>>>

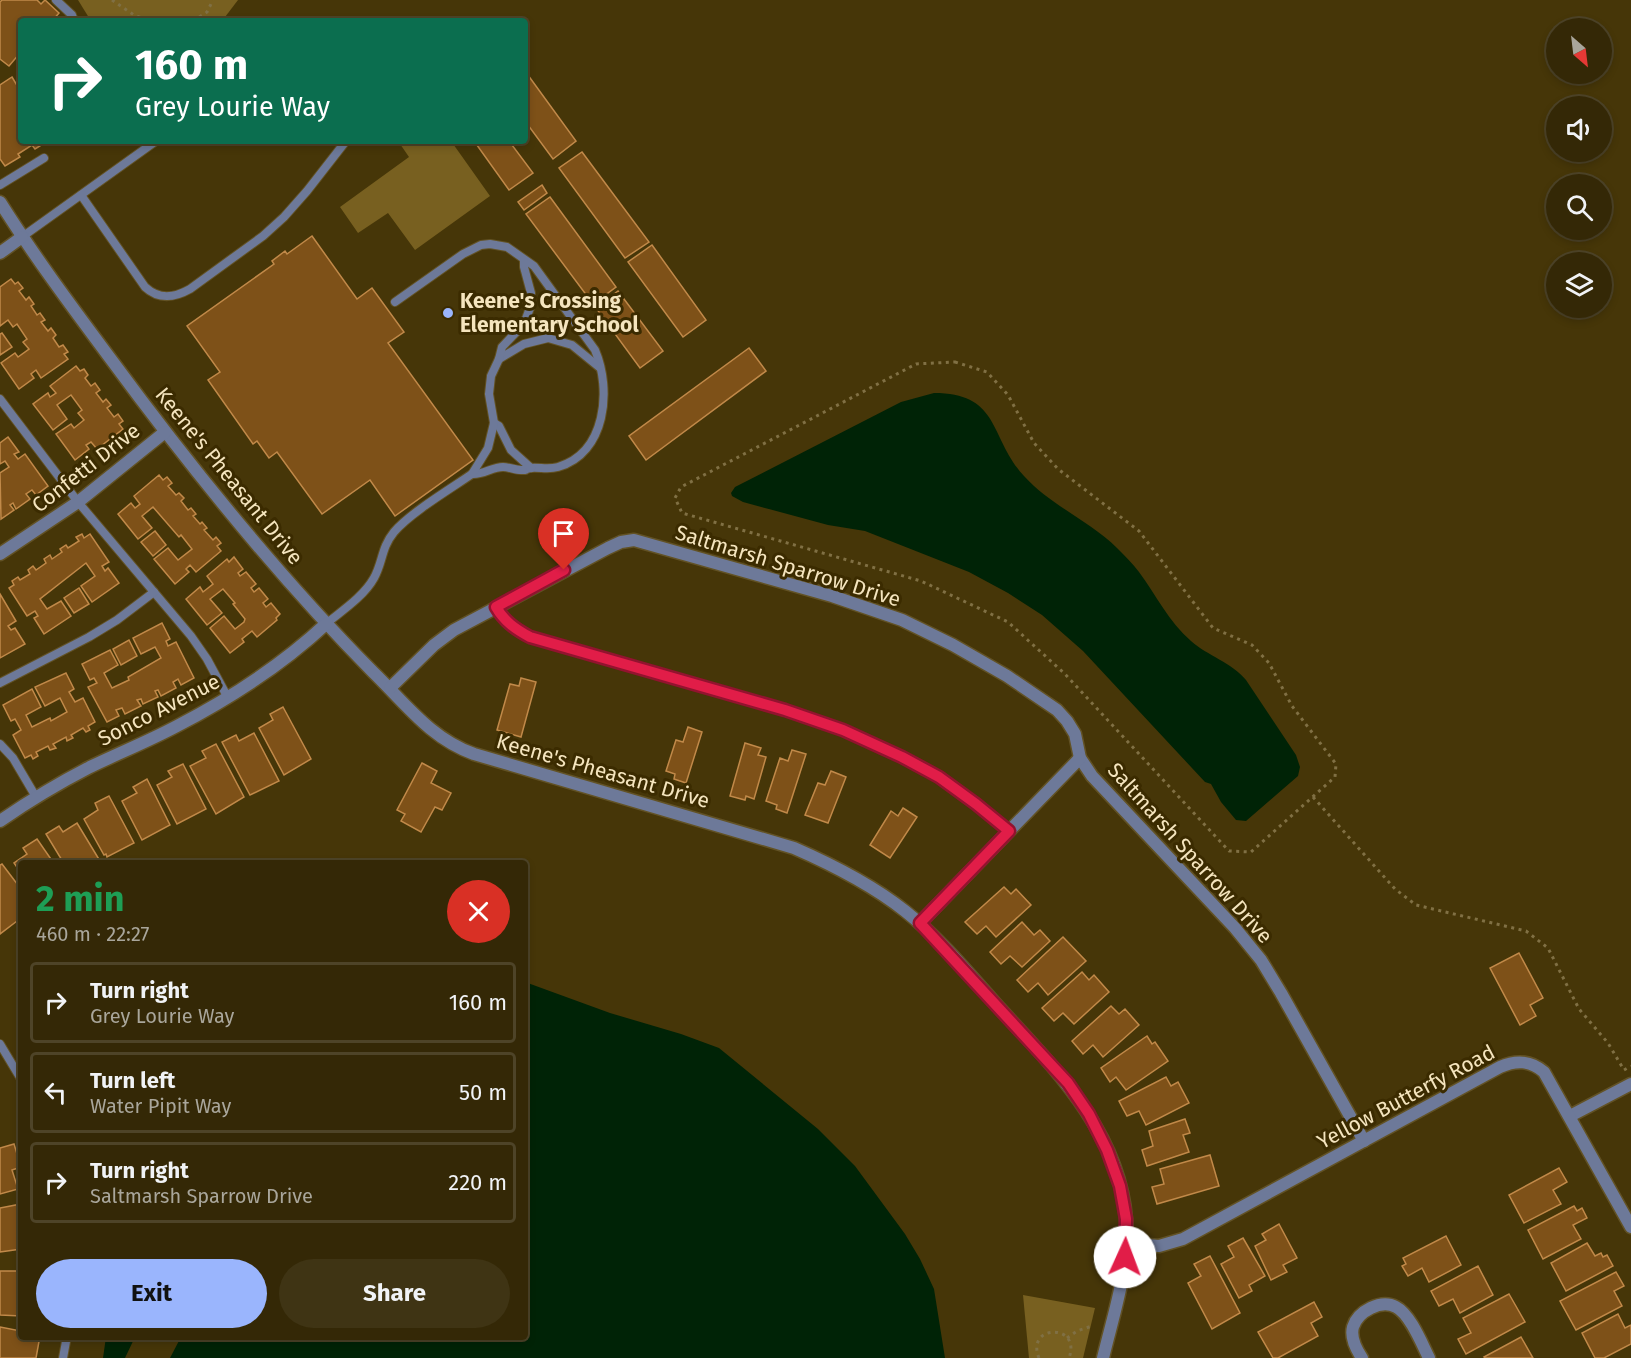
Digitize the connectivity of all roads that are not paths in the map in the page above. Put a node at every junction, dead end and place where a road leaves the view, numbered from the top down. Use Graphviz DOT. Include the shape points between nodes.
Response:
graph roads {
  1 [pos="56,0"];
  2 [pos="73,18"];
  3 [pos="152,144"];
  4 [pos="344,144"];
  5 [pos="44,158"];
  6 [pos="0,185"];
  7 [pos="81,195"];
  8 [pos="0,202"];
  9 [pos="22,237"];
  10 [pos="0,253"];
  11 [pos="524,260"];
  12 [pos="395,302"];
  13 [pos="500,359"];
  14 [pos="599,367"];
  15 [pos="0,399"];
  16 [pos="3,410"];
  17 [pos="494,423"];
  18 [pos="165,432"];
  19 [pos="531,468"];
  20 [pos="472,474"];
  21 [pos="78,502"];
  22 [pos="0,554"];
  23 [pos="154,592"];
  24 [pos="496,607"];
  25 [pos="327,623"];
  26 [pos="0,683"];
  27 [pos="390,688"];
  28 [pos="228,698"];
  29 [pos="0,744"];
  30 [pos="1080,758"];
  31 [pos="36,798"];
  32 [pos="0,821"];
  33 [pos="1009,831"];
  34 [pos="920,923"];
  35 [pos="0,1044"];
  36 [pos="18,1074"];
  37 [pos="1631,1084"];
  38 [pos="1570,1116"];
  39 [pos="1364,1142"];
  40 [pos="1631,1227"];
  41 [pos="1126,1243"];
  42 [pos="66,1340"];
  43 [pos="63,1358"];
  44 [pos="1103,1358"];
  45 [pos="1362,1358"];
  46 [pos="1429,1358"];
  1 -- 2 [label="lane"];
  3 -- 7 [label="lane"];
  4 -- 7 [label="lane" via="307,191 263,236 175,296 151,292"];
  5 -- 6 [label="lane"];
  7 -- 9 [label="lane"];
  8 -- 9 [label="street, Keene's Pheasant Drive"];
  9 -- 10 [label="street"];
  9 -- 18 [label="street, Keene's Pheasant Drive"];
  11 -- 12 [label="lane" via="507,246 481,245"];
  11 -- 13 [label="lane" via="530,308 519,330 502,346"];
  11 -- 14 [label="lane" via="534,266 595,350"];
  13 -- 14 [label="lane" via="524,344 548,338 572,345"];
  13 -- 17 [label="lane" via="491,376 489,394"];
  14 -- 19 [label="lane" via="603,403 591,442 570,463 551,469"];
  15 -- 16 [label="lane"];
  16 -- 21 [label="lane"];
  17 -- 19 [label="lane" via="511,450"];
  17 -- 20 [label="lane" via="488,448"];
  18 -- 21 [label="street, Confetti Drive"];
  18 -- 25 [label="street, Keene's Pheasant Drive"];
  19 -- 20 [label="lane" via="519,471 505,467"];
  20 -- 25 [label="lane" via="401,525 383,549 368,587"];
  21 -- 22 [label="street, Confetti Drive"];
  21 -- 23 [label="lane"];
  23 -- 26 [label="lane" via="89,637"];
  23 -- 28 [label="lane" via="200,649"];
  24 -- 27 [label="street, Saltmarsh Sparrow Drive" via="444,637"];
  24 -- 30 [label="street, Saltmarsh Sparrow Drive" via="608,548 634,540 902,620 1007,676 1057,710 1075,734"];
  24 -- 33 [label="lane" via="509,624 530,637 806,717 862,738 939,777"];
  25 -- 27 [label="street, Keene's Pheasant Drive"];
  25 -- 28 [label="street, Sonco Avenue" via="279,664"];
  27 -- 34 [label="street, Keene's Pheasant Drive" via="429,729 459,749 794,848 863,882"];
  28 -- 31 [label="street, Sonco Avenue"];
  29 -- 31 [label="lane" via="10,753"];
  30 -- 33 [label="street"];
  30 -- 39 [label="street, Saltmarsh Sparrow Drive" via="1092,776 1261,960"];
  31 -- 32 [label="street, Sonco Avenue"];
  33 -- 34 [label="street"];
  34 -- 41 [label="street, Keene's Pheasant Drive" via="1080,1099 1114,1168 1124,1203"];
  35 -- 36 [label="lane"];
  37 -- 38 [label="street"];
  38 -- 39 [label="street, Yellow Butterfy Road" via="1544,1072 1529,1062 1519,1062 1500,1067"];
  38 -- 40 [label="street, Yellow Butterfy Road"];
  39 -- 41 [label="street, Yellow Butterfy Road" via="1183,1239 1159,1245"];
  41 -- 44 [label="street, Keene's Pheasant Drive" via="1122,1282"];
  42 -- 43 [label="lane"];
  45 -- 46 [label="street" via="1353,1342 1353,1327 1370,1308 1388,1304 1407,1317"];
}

<<<
>>>

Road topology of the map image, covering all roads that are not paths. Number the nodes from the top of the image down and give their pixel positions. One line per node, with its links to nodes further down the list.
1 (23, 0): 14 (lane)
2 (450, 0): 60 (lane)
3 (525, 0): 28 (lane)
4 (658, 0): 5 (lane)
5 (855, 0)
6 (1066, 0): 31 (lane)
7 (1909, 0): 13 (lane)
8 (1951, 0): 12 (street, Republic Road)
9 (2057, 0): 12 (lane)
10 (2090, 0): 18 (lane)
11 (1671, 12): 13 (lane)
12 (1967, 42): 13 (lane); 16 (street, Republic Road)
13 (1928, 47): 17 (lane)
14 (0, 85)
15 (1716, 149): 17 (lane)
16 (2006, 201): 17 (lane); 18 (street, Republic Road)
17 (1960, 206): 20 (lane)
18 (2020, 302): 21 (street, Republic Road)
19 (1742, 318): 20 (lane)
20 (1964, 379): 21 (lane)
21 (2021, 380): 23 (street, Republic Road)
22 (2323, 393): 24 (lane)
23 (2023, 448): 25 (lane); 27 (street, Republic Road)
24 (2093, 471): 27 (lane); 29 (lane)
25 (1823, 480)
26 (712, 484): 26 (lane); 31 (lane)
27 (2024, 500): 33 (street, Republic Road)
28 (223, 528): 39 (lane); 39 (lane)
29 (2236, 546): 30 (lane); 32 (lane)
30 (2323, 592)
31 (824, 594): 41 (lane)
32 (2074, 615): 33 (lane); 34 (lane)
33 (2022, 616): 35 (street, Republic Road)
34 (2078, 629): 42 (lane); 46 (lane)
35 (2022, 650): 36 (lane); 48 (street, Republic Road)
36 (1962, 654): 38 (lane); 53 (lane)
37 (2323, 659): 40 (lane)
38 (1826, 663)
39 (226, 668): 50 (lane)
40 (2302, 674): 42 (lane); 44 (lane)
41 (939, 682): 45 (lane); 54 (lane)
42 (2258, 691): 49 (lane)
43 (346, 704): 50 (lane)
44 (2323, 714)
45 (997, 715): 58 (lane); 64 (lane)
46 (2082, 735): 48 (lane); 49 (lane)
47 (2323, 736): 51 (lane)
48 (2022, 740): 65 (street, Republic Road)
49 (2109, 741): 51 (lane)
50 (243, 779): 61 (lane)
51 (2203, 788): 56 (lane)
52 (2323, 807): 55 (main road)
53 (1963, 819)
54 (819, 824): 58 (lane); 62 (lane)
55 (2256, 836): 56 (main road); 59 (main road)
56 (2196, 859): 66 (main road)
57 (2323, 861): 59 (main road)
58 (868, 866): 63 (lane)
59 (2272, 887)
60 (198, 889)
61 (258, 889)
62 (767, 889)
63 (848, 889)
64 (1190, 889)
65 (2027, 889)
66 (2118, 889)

<<<

From the listing above, count the lines that include the word "Avenue" and give the total alone.

3